→ **EXERCISE PROMPT**
Type the records out again in full, exactly.

→ **DATA**
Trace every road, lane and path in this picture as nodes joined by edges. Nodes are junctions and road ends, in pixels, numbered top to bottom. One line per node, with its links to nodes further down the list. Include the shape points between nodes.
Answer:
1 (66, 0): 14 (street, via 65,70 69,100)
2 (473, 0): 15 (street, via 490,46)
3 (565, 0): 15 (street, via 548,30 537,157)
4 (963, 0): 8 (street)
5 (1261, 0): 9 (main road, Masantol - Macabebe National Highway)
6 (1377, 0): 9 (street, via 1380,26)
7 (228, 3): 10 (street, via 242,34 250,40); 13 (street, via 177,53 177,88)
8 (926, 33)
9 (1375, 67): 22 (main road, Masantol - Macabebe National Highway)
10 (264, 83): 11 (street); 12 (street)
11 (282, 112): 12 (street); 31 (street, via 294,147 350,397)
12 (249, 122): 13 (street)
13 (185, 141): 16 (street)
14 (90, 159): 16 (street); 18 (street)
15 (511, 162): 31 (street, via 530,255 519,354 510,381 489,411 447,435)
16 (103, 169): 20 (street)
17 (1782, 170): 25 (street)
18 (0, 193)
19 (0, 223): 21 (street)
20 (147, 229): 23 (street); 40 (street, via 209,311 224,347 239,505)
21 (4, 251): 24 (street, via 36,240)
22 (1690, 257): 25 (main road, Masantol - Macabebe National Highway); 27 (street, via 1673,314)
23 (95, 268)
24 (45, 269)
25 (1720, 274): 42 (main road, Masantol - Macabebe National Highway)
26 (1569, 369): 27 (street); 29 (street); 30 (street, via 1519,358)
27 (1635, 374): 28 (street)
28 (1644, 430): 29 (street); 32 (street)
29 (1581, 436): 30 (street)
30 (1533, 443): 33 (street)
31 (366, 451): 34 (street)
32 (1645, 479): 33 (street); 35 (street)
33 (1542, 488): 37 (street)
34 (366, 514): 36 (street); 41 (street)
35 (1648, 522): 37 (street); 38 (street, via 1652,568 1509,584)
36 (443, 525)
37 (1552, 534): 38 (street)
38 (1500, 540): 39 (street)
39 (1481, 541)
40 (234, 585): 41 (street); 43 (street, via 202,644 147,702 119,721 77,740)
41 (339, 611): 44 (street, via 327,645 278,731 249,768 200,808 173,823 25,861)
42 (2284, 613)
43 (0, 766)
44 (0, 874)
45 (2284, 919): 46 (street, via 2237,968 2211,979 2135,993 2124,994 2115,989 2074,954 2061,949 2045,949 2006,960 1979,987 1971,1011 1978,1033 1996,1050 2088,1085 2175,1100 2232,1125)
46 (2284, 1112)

→ **ANSWER TO THE PROBLEM**
Trace every road, lane and path in this picture as nodes joined by edges. Nodes are junctions and road ends, in pixels, numbered top to bottom. One line per node, with its links to nodes further down the list. Include the shape points between nodes.
Answer:
1 (66, 0): 14 (street, via 65,70 69,100)
2 (473, 0): 15 (street, via 490,46)
3 (565, 0): 15 (street, via 548,30 537,157)
4 (963, 0): 8 (street)
5 (1261, 0): 9 (main road, Masantol - Macabebe National Highway)
6 (1377, 0): 9 (street, via 1380,26)
7 (228, 3): 10 (street, via 242,34 250,40); 13 (street, via 177,53 177,88)
8 (926, 33)
9 (1375, 67): 22 (main road, Masantol - Macabebe National Highway)
10 (264, 83): 11 (street); 12 (street)
11 (282, 112): 12 (street); 31 (street, via 294,147 350,397)
12 (249, 122): 13 (street)
13 (185, 141): 16 (street)
14 (90, 159): 16 (street); 18 (street)
15 (511, 162): 31 (street, via 530,255 519,354 510,381 489,411 447,435)
16 (103, 169): 20 (street)
17 (1782, 170): 25 (street)
18 (0, 193)
19 (0, 223): 21 (street)
20 (147, 229): 23 (street); 40 (street, via 209,311 224,347 239,505)
21 (4, 251): 24 (street, via 36,240)
22 (1690, 257): 25 (main road, Masantol - Macabebe National Highway); 27 (street, via 1673,314)
23 (95, 268)
24 (45, 269)
25 (1720, 274): 42 (main road, Masantol - Macabebe National Highway)
26 (1569, 369): 27 (street); 29 (street); 30 (street, via 1519,358)
27 (1635, 374): 28 (street)
28 (1644, 430): 29 (street); 32 (street)
29 (1581, 436): 30 (street)
30 (1533, 443): 33 (street)
31 (366, 451): 34 (street)
32 (1645, 479): 33 (street); 35 (street)
33 (1542, 488): 37 (street)
34 (366, 514): 36 (street); 41 (street)
35 (1648, 522): 37 (street); 38 (street, via 1652,568 1509,584)
36 (443, 525)
37 (1552, 534): 38 (street)
38 (1500, 540): 39 (street)
39 (1481, 541)
40 (234, 585): 41 (street); 43 (street, via 202,644 147,702 119,721 77,740)
41 (339, 611): 44 (street, via 327,645 278,731 249,768 200,808 173,823 25,861)
42 (2284, 613)
43 (0, 766)
44 (0, 874)
45 (2284, 919): 46 (street, via 2237,968 2211,979 2135,993 2124,994 2115,989 2074,954 2061,949 2045,949 2006,960 1979,987 1971,1011 1978,1033 1996,1050 2088,1085 2175,1100 2232,1125)
46 (2284, 1112)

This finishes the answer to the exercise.